Literally a Rulebook
The REST API Design Rulebook is exactly that: a list of rules grouped into chapters. Author Mark Massé begins with a brief introduction to the subject and closely related concepts such as HTTP, but the book silently assumes an amount of familiarity on the part of the reader. In particular, any reader should have programming experience with web applications, because without that the proposed rationale for many of the rules will likely not make sense.
The rules which the author proposes are both reasonable and controversial. Blunt rules such as ‘never return the HTTP status code 302’ are supported with sensible explanations and citations from authoritative sources.
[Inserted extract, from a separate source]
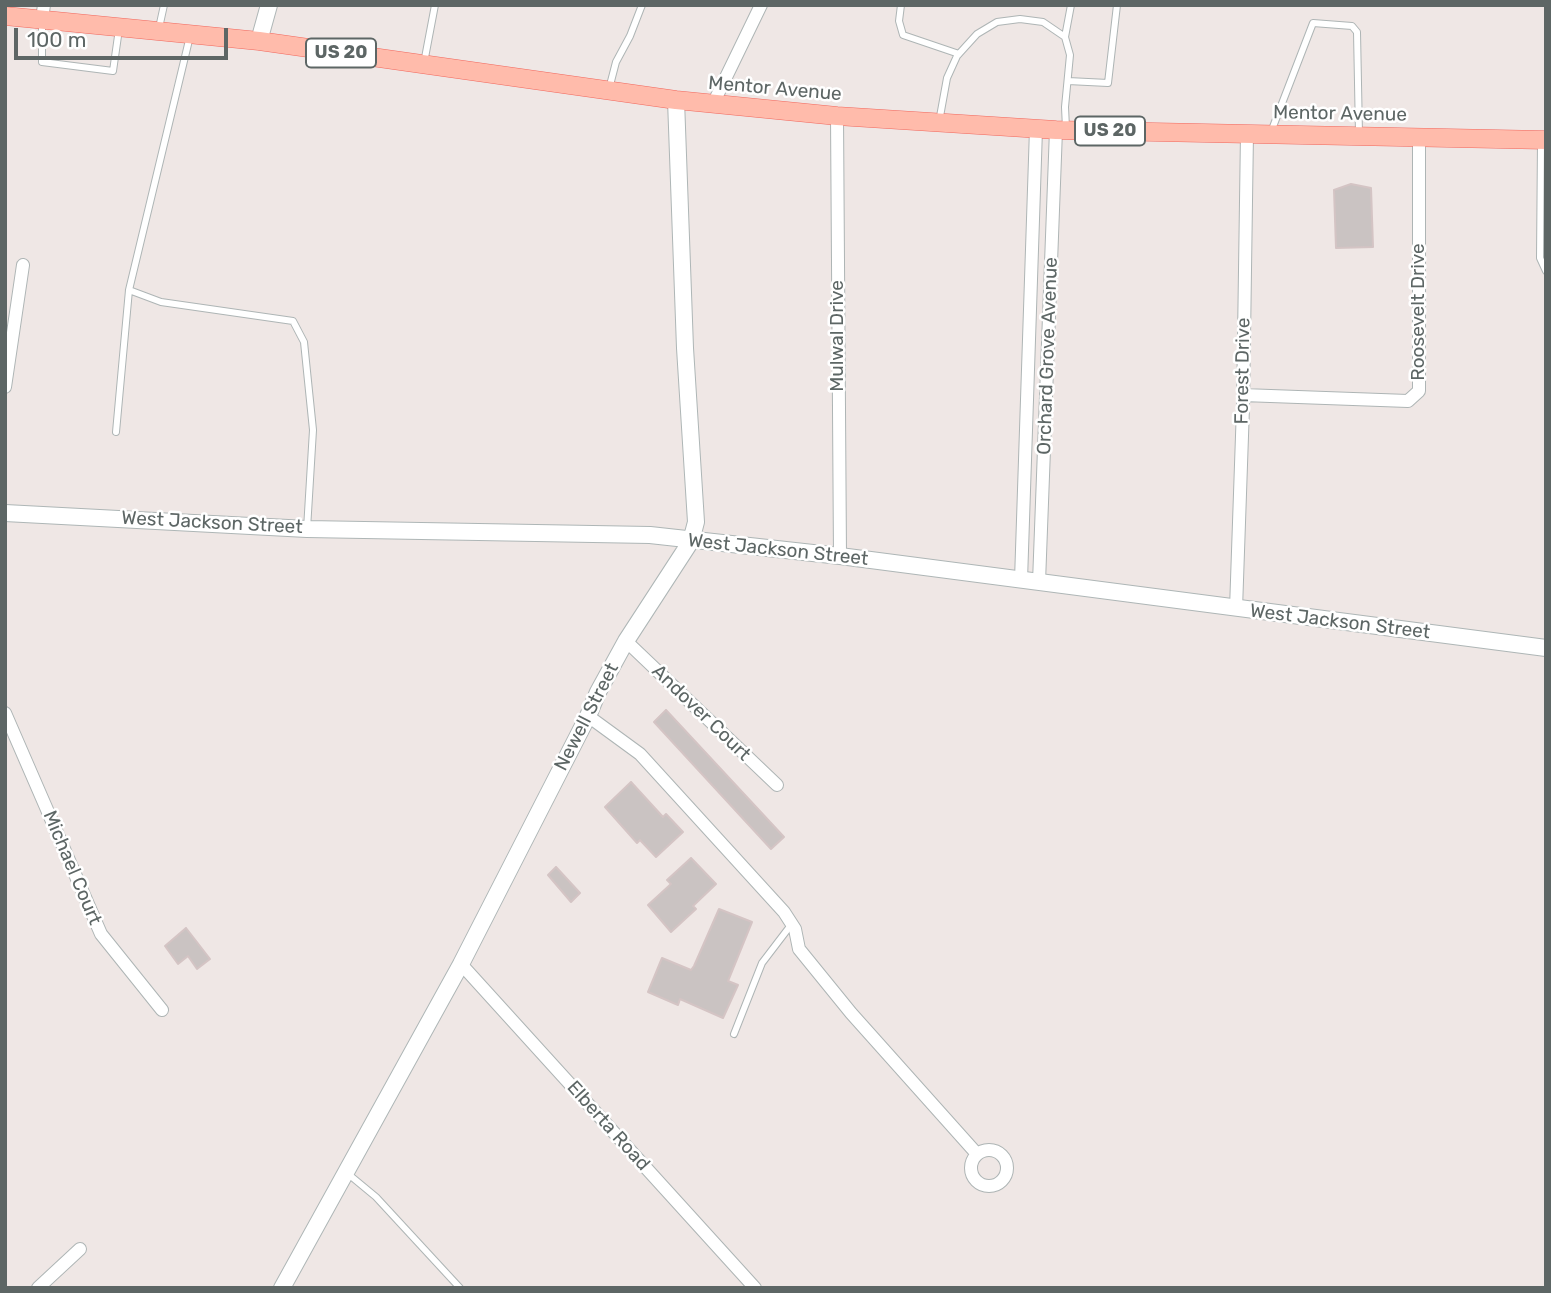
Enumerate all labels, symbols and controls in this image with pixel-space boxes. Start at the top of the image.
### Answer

Other rules like ‘JSON should be supported for resource representation’ are apt to spark heated debate. There is an example of where the book’s rules embrace the trends of the majority instead of following any specific standard. The text readily admits that it favors JSON and XML because those are the most common formats that programmers use in conjunction with REST.
The result is a rulebook that attempts to make some common industry practices canonical. Personally I do not have an issue with this since Mark Massé clearly understands the REST landscape and current trends; much of what he proposes is encapsulating the tendencies of existing REST API design, related frameworks, et ceterIa. But I can easily imagine some developers taking issue with rules such as, “File extensions should not be included in URIs.” For example: GitHub should not support tacking
.patch on to the end of URIs, something that I take advantage of in my workflow.
The author drew the line on certain design issues and not everyone will agree with them. In other words, this is not a completely objective rulebook we’re talking about.
References to WRML are spread throughout the book. This bothered me because there are already enough REST-related proposed standards and frameworks and data formats floating around the Internet. Introducing yet another felt like unnecessary baggage. Granted, WRML is interesting and has worthwhile merit. But its presentation in the book smacked of being personal promotion that felt out of place when content on the same page is also citing international standards like RFC 2616.
Still a Great Set of Rules
I realize I’ve written little about the content. That is because doing so would easily become a tutorial about REST. That said, at just over one-hundred pages the REST API Design Rulebook contains a fantastic set of rules and guidelines that I would personally recommend to all web developers. The explanations and examples are succinct but expressive. Massé’s book is dense with information and deserves multiple reads. Many of the rules within made me think, “Oh man I wish I had thought of that when doing….” Web developers owe it at least one read if only to see how deep the rabbit hole of REST goes.